Um amor, uma saudade,
Uma lágrima, um amigo
Ai, a solidão vai acabar comigo .




Dolores Duran

Por Alcir Santos, compartilhado da Revista Nova Família

Foto: GazetaViews

Inicio suscitando questão que não sei responder. Como explicar, ou traduzir, esse sentimento que oprime, angustia, deprime, mas, noutro extremo, pode libertar e conduzir à euforia? 

Difícil e complicado. Por isso, limito-me a divagar.

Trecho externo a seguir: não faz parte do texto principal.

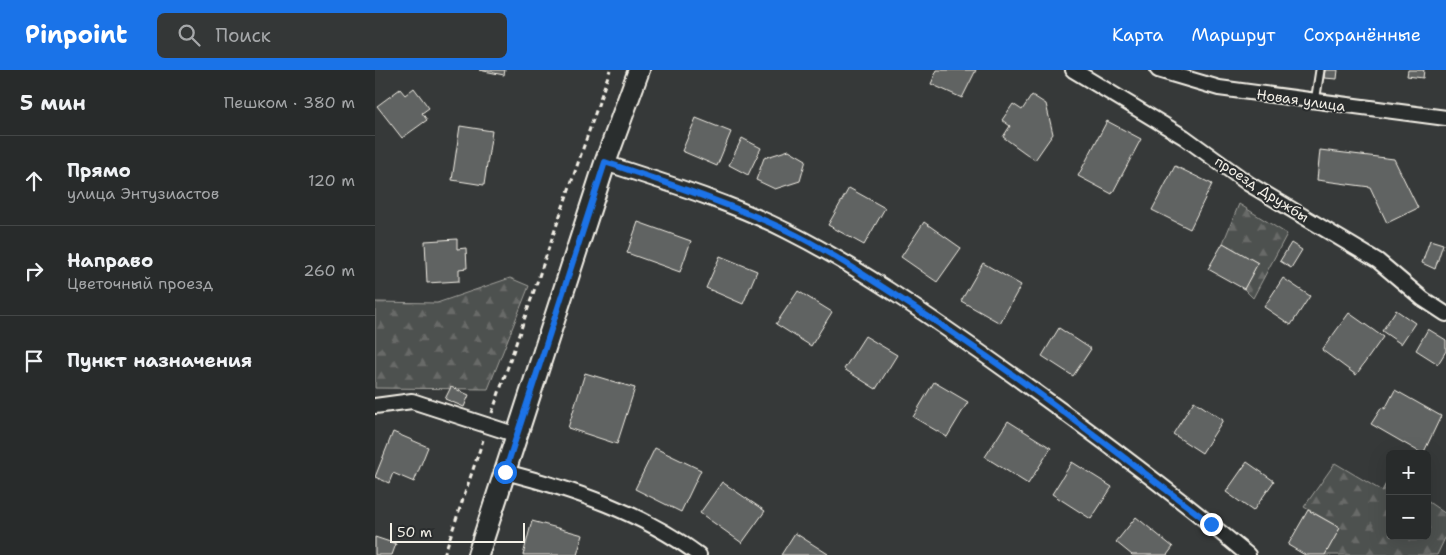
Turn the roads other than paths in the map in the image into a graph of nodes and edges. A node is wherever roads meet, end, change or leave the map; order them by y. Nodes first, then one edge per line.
1 (639, 70) edge
2 (1073, 70) edge
3 (1158, 70) edge
4 (1320, 70) edge
5 (1315, 102) junction
6 (1446, 118) edge
7 (605, 162) junction
8 (1446, 314) edge
9 (375, 406) edge
10 (517, 435) junction
11 (505, 472) junction
12 (478, 555) edge
13 (699, 555) edge
14 (1248, 555) edge

1 - 7 street
2 - 8 street, проезд Дружбы
3 - 5 street, Новая улица
4 - 5 lane
5 - 6 street, Новая улица
7 - 10 street
7 - 14 street
9 - 10 street
10 - 11 street
11 - 12 street
11 - 13 street

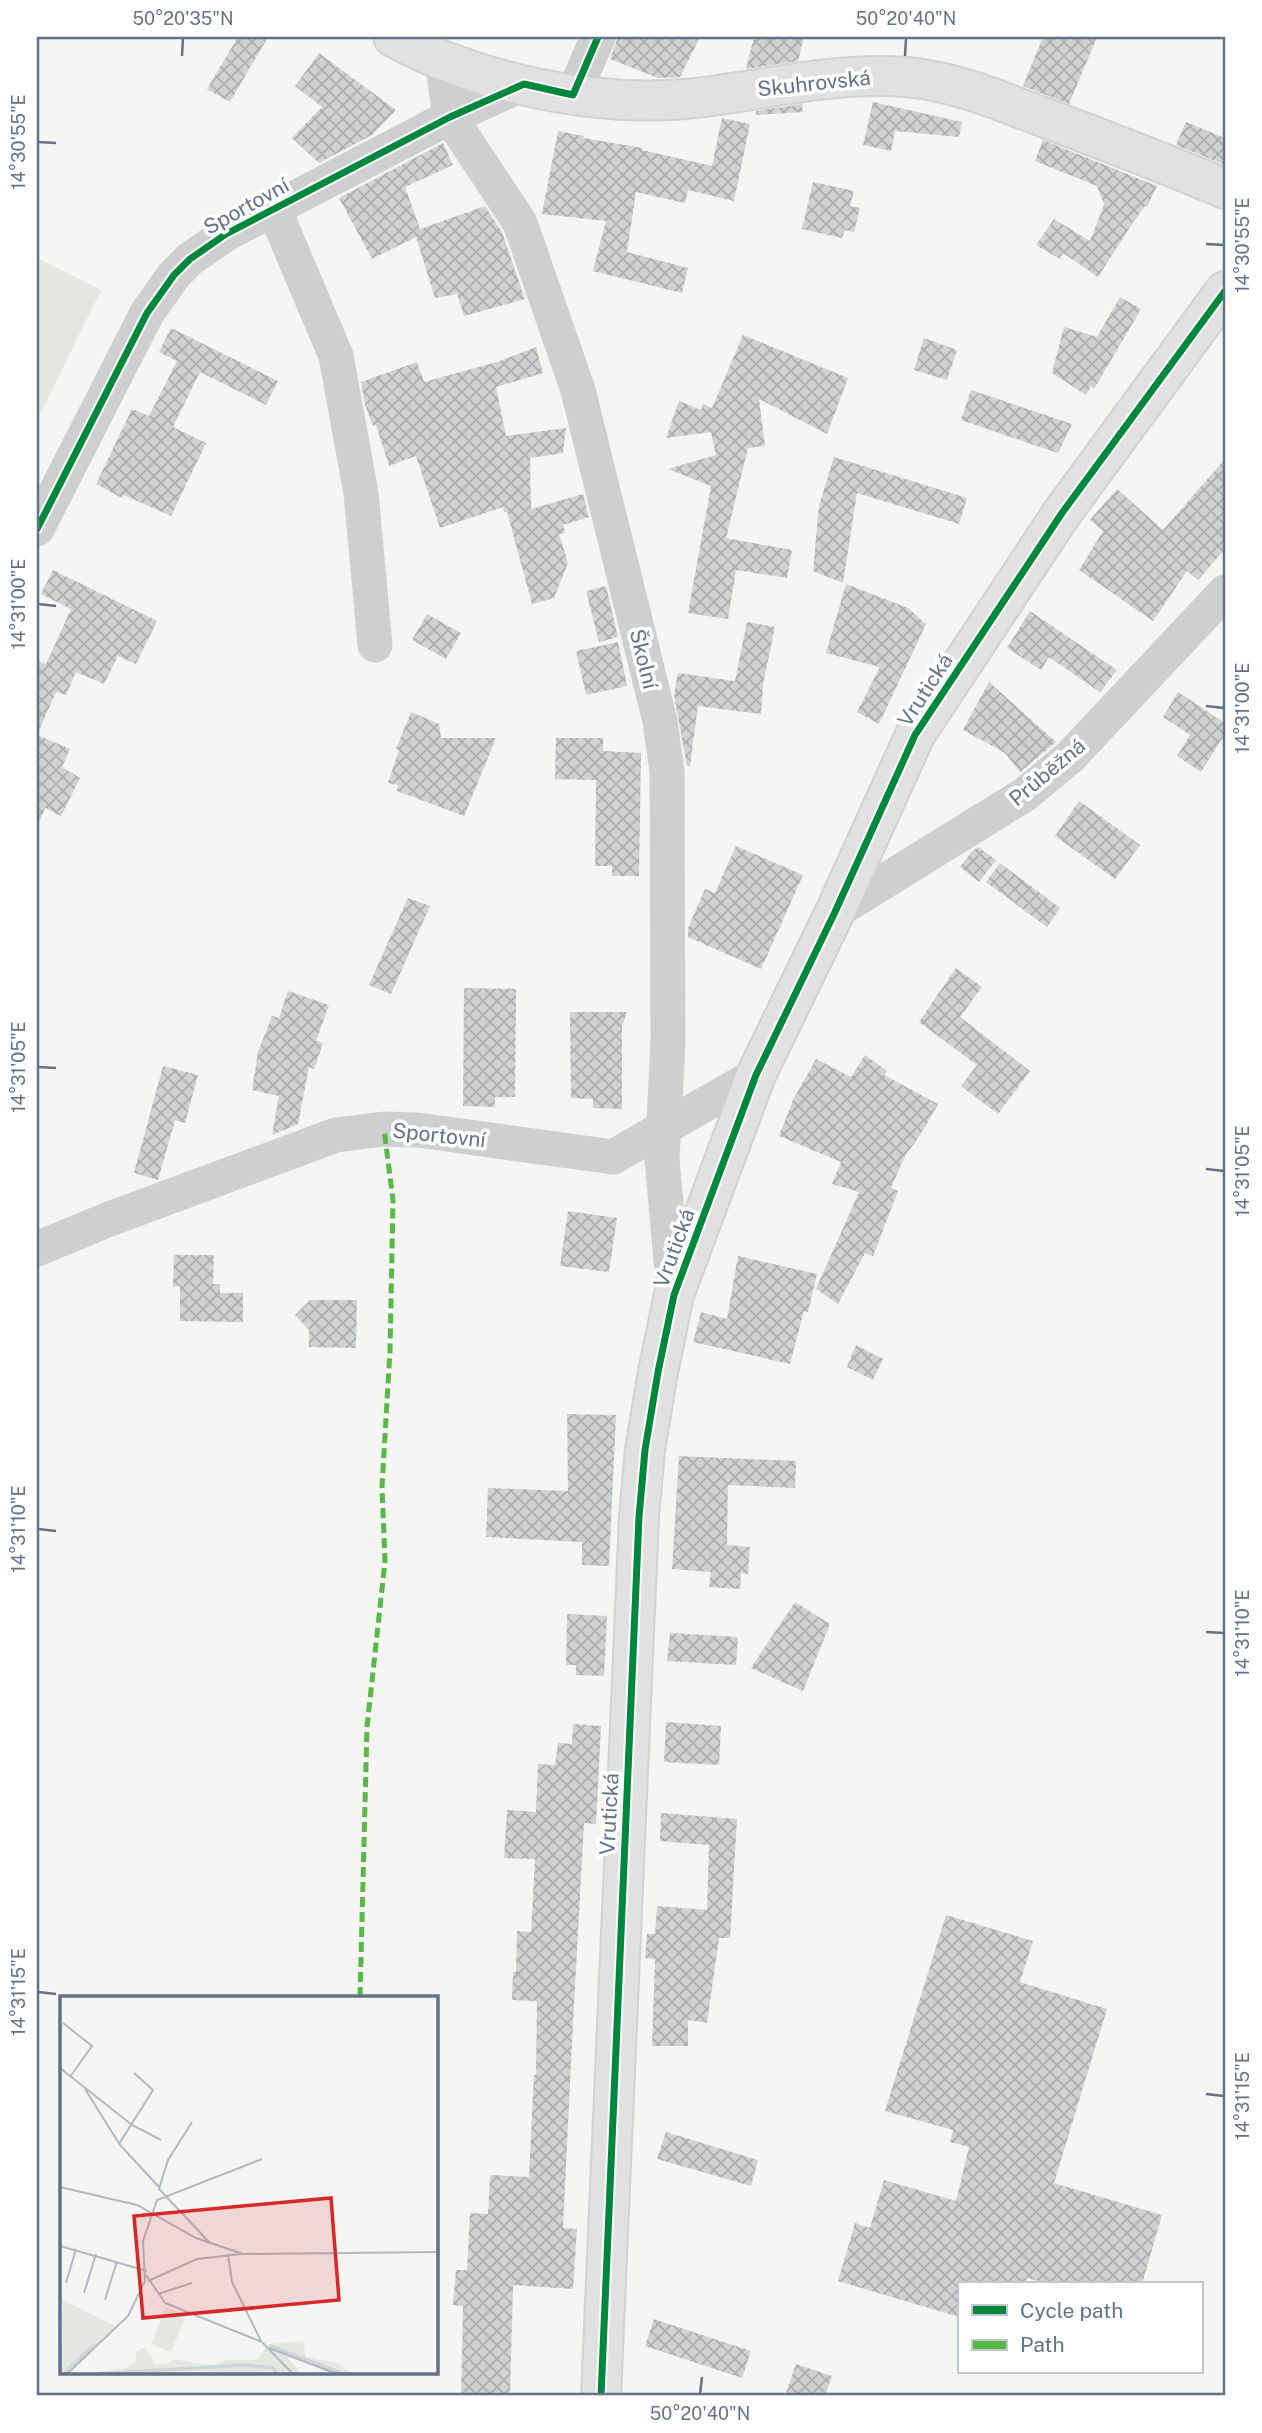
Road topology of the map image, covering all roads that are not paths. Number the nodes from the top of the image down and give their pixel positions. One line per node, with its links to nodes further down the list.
1 (393, 37): 3 (street, Skuhrovská)
2 (598, 37): 5 (street)
3 (442, 61): 4 (street, Skuhrovská); 6 (street, Školní)
4 (524, 84): 5 (street, Skuhrovská); 6 (street, Sportovní)
5 (573, 95): 7 (street, Skuhrovská)
6 (450, 117): 8 (street, Sportovní); 15 (street, Školní)
7 (1225, 189)
8 (274, 209): 10 (street, Sportovní); 12 (street, Sportovní)
9 (1225, 291): 13 (street, Vrutická)
10 (37, 529)
11 (1225, 592): 13 (street, Průběžná)
12 (375, 645)
13 (835, 912): 14 (street, Vrutická)
14 (756, 1075): 15 (street, Sportovní); 17 (street, Vrutická)
15 (662, 1130): 16 (street, Sportovní); 17 (street, Školní)
16 (37, 1249)
17 (674, 1294): 18 (street, Vrutická)
18 (601, 2396)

Solidão não é, necessariamente, estar sozinho. Comumente, pessoas se encontram sozinhas, por força de circunstâncias ou por escolha própria, e não estão solitárias. Daí a expressão inglesa solitude, traduzida, grosso modo, como o prazer de estar consigo mesmo, com seus pensamentos, até como forma de se organizar emocionalmente.

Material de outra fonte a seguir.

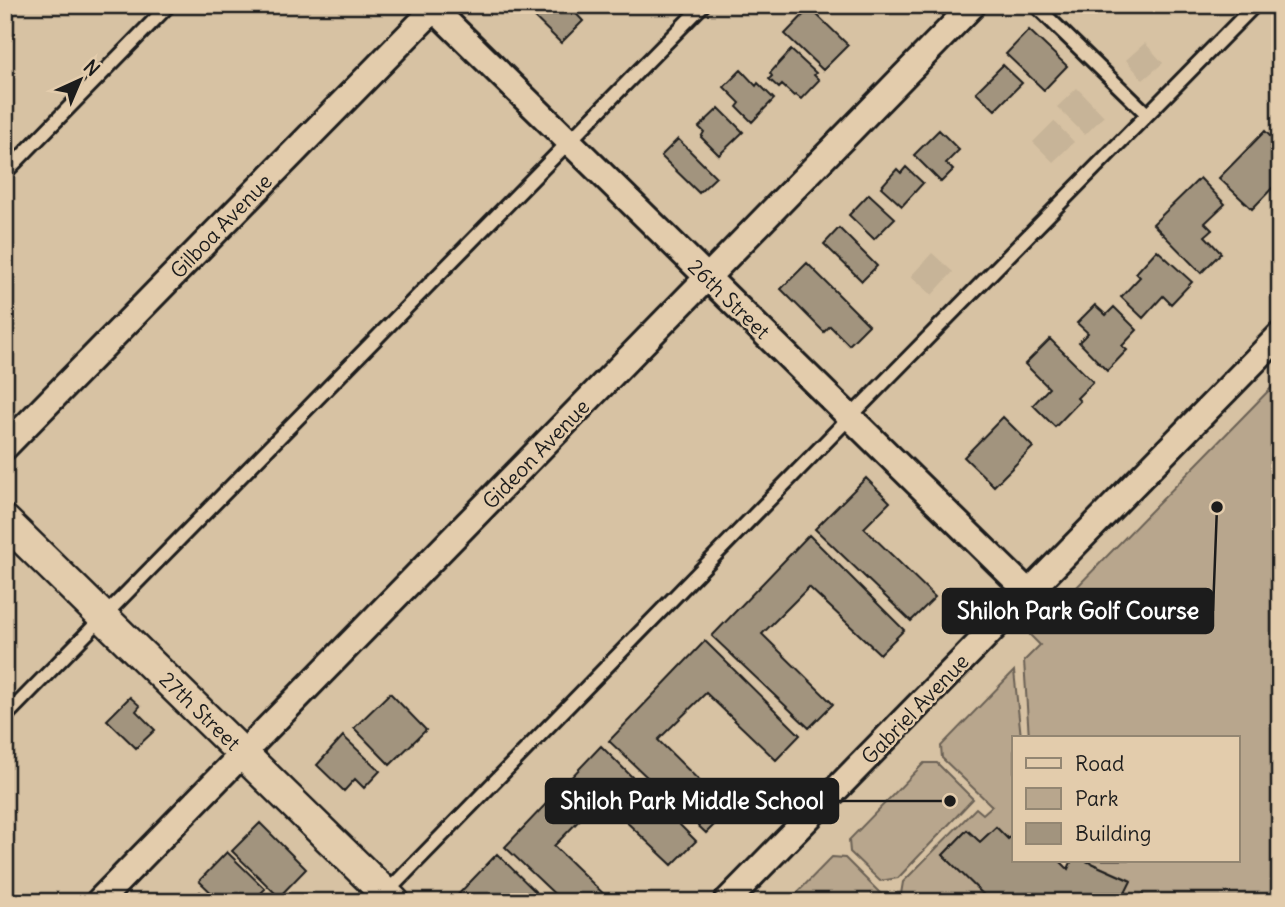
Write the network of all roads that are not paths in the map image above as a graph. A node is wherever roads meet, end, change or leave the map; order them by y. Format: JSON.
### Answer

O fato de estar cercado de pessoas não inibe a solidão. Porém, há uma espécie particularmente cruel de solidão, talvez a pior de todas, a “solidão a dois”, situação em que as pessoas já não têm nada que dizer umas às outras, restando-lhes a agonia de estar juntos mas sem qualquer interação, em mundos diversos.

Gregário por excelência, o homem, nos extremos da vida, está só. Nasce e morre irremediavelmente sozinho.

O sofrimento de sair da escuridão e do calor aconchegante e entrar no mundo exterior, agredido pelo frio e pela luz que fere a retina equivale, creio, à terrível solidão de quem se finda no ambiente asséptico e impessoal de uma UTI. Entretanto, para viver e fazer a travessia, é preciso estar em grupo. Impossível viver sozinho. 

Desde suas origens, há dezenas de milhares de anos, o homem precisou juntar-se a outros para suportar – e superar – as intempéries e agressões externas. Em grupos, as possibilidades de sobrevivência eram infinitamente maiores. Assim é que conseguiu evoluir e chegar ao estágio atual.

Tudo começou quando aprendeu a juntar corpos para produzir calor, e forças para converter em alimento os predadores. Daí em diante buscou não ficar só. Nem sempre consegue.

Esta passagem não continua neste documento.